_RECORDS FOR THE TASK_:

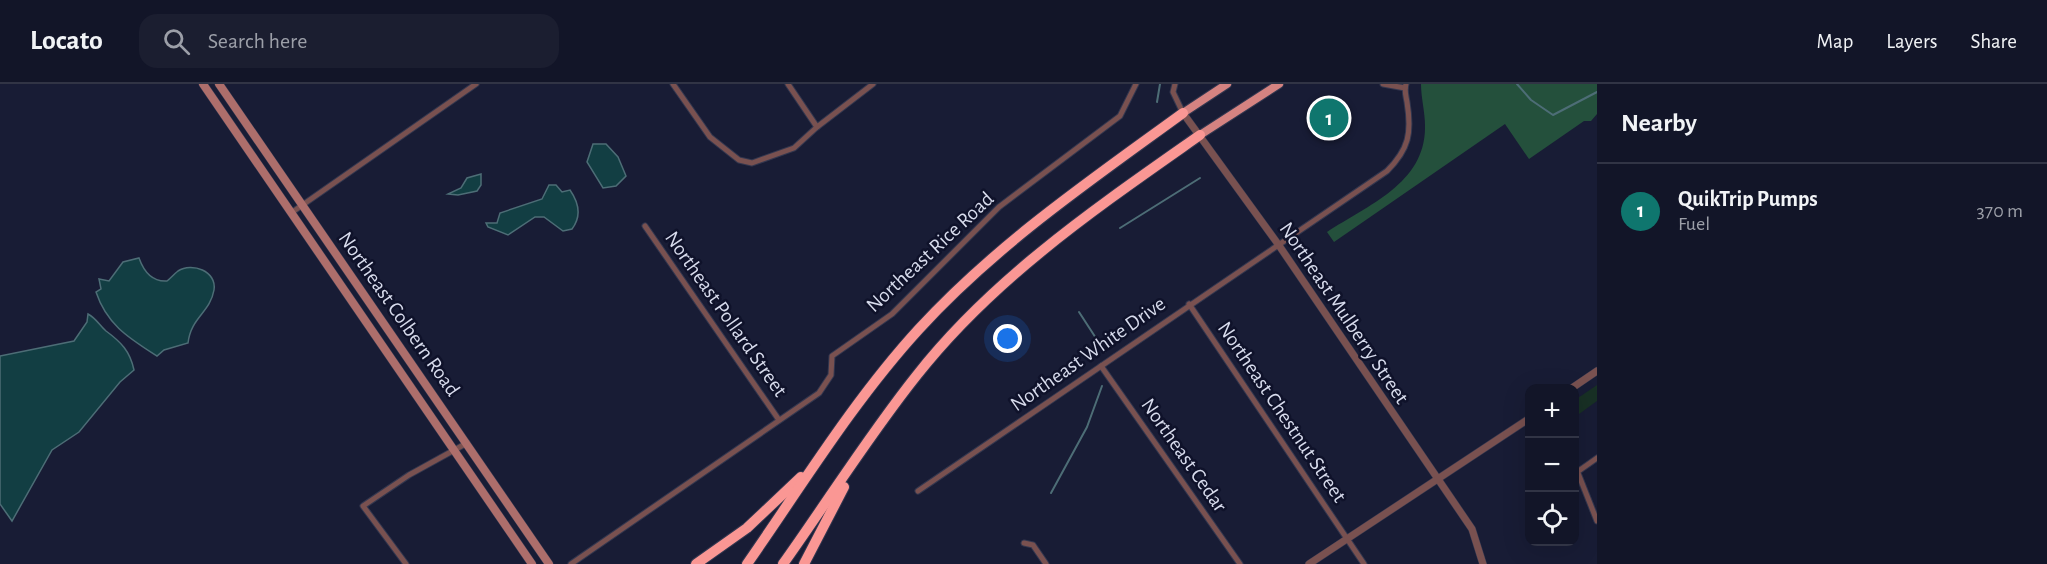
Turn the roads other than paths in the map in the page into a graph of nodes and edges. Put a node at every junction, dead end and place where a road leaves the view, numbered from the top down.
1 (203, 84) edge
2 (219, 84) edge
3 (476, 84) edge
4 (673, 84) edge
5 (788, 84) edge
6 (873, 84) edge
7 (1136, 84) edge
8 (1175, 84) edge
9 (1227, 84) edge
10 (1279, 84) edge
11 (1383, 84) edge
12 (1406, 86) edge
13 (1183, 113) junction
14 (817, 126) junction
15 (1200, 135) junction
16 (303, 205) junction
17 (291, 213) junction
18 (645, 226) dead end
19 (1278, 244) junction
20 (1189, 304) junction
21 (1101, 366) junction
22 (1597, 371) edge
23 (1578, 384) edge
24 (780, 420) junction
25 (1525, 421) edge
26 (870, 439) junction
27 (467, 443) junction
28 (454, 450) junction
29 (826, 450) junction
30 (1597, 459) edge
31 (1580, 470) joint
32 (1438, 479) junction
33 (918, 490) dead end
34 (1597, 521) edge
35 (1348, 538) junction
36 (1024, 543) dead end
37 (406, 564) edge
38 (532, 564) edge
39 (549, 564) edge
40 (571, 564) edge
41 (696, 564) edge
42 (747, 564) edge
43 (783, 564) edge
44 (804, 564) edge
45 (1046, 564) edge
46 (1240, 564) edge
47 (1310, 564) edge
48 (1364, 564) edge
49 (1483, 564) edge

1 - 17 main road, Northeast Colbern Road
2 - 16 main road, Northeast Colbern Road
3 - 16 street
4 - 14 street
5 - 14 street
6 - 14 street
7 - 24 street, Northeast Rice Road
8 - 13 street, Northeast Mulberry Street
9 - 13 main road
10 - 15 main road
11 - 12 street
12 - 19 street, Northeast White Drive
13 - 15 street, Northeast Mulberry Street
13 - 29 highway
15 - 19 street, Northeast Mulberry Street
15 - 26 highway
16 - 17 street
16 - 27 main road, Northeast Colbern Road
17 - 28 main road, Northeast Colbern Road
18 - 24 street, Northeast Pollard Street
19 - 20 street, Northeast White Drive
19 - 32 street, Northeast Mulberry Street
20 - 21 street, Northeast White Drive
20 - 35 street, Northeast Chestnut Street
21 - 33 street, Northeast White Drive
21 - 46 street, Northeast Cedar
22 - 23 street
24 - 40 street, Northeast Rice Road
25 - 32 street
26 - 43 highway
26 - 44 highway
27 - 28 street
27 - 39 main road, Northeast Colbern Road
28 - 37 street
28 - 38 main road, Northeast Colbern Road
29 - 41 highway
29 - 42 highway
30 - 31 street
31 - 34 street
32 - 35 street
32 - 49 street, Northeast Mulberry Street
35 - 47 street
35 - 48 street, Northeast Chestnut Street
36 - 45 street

_PROBLEM DESCRIPTION_:
What you hand back should match the listing exactly, except that no pictures appear.

_FINAL ANSWER_:
Turn the roads other than paths in the map in the page into a graph of nodes and edges. Put a node at every junction, dead end and place where a road leaves the view, numbered from the top down.
1 (203, 84) edge
2 (219, 84) edge
3 (476, 84) edge
4 (673, 84) edge
5 (788, 84) edge
6 (873, 84) edge
7 (1136, 84) edge
8 (1175, 84) edge
9 (1227, 84) edge
10 (1279, 84) edge
11 (1383, 84) edge
12 (1406, 86) edge
13 (1183, 113) junction
14 (817, 126) junction
15 (1200, 135) junction
16 (303, 205) junction
17 (291, 213) junction
18 (645, 226) dead end
19 (1278, 244) junction
20 (1189, 304) junction
21 (1101, 366) junction
22 (1597, 371) edge
23 (1578, 384) edge
24 (780, 420) junction
25 (1525, 421) edge
26 (870, 439) junction
27 (467, 443) junction
28 (454, 450) junction
29 (826, 450) junction
30 (1597, 459) edge
31 (1580, 470) joint
32 (1438, 479) junction
33 (918, 490) dead end
34 (1597, 521) edge
35 (1348, 538) junction
36 (1024, 543) dead end
37 (406, 564) edge
38 (532, 564) edge
39 (549, 564) edge
40 (571, 564) edge
41 (696, 564) edge
42 (747, 564) edge
43 (783, 564) edge
44 (804, 564) edge
45 (1046, 564) edge
46 (1240, 564) edge
47 (1310, 564) edge
48 (1364, 564) edge
49 (1483, 564) edge

1 - 17 main road, Northeast Colbern Road
2 - 16 main road, Northeast Colbern Road
3 - 16 street
4 - 14 street
5 - 14 street
6 - 14 street
7 - 24 street, Northeast Rice Road
8 - 13 street, Northeast Mulberry Street
9 - 13 main road
10 - 15 main road
11 - 12 street
12 - 19 street, Northeast White Drive
13 - 15 street, Northeast Mulberry Street
13 - 29 highway
15 - 19 street, Northeast Mulberry Street
15 - 26 highway
16 - 17 street
16 - 27 main road, Northeast Colbern Road
17 - 28 main road, Northeast Colbern Road
18 - 24 street, Northeast Pollard Street
19 - 20 street, Northeast White Drive
19 - 32 street, Northeast Mulberry Street
20 - 21 street, Northeast White Drive
20 - 35 street, Northeast Chestnut Street
21 - 33 street, Northeast White Drive
21 - 46 street, Northeast Cedar
22 - 23 street
24 - 40 street, Northeast Rice Road
25 - 32 street
26 - 43 highway
26 - 44 highway
27 - 28 street
27 - 39 main road, Northeast Colbern Road
28 - 37 street
28 - 38 main road, Northeast Colbern Road
29 - 41 highway
29 - 42 highway
30 - 31 street
31 - 34 street
32 - 35 street
32 - 49 street, Northeast Mulberry Street
35 - 47 street
35 - 48 street, Northeast Chestnut Street
36 - 45 street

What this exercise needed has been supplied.